Fourth Quarter Results
Fourth quarter fiscal 2008 total revenues increased 100 percent to $147.2 million from $73.5 million for the year-ago period. Net earnings were $11.3 million or $0.90 per diluted share, compared with $3.8 million or $0.32 per diluted share, in the prior year’s fourth quarter.
Total irrigation equipment revenues increased 121 percent to $115.2 million from $52.1 million in the prior fiscal year’s fourth quarter. Domestic irrigation revenues increased 141 percent, while international irrigation revenues improved 94 percent from the prior year’s fourth quarter. Infrastructure revenues were $32.0 million compared with $21.4 million in the prior year period, an increase of 50 percent.
Gross margin was 25.4 percent compared to 25.0 percent a year ago with improved irrigation margins partially offset by lower infrastructure margins resulting from higher input costs and product mix in the quarter.

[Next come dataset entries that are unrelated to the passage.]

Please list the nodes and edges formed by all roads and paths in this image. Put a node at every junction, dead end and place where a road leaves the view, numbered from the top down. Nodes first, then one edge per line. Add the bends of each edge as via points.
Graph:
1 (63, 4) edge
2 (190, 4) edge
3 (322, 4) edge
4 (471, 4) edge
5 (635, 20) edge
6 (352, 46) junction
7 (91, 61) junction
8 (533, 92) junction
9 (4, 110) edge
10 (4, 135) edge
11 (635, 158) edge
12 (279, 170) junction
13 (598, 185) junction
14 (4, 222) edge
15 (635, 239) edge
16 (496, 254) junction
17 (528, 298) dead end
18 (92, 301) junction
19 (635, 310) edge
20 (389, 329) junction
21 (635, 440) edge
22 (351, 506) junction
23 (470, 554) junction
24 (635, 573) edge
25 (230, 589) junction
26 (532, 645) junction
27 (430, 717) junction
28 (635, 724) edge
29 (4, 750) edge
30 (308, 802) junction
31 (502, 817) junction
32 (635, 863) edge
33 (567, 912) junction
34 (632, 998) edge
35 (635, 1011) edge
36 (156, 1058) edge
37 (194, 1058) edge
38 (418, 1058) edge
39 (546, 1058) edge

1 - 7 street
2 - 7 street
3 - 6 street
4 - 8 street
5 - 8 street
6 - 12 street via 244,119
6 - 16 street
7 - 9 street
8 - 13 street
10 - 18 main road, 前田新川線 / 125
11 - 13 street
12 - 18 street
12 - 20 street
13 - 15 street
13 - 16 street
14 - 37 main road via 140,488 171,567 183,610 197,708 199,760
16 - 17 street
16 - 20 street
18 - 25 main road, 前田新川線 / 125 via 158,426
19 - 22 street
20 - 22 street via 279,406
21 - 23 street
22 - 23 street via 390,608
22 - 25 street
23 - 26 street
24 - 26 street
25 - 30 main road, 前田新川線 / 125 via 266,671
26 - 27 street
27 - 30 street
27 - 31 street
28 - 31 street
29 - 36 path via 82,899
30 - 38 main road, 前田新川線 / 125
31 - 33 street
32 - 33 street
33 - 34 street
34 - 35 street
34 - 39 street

Operating expenses of $18.0 million, an increase of $5.5 million compared to the fourth quarter of the prior year, were 12.2 percent of sales, compared with 17.0 percent of sales in the prior year period. The increased spending was primarily due to the inclusion of Watertronics and personnel related costs. Operating income of $19.4 million increased 228 percent compared with $5.9 million in the prior year period.
Lindsay’s backlog of unshipped orders at August 31, 2008 was $92.3 million compared with $49.4 million at August 31, 2007. Irrigation backlog increased $48.0 million ($44.4 million prior to the inclusion of Watertronics) on significantly improved order flow for both domestic and international markets, while infrastructure backlog decreased $5.0 million.
Rick Parod, president and chief executive officer, commented, “Irrigation equipment demand and agriculture economic indicators remained strong, driving our core business. The addition of Watertronics met our expectations. I am pleased with the improved strength of the backlog in the irrigation segment globally.”
Full-Year Results
Total revenues for fiscal 2008 were $475.1 million, a 69 percent increase from $281.9 million reported a year ago. Total irrigation equipment revenues of $374.9 million rose 73 percent from a year ago, while infrastructure revenues grew 53 percent, rising to $100.2 million. Net earnings were $39.4 million, or $3.20 per diluted share, compared with $15.6 million, or $1.31 per diluted share, for fiscal 2007.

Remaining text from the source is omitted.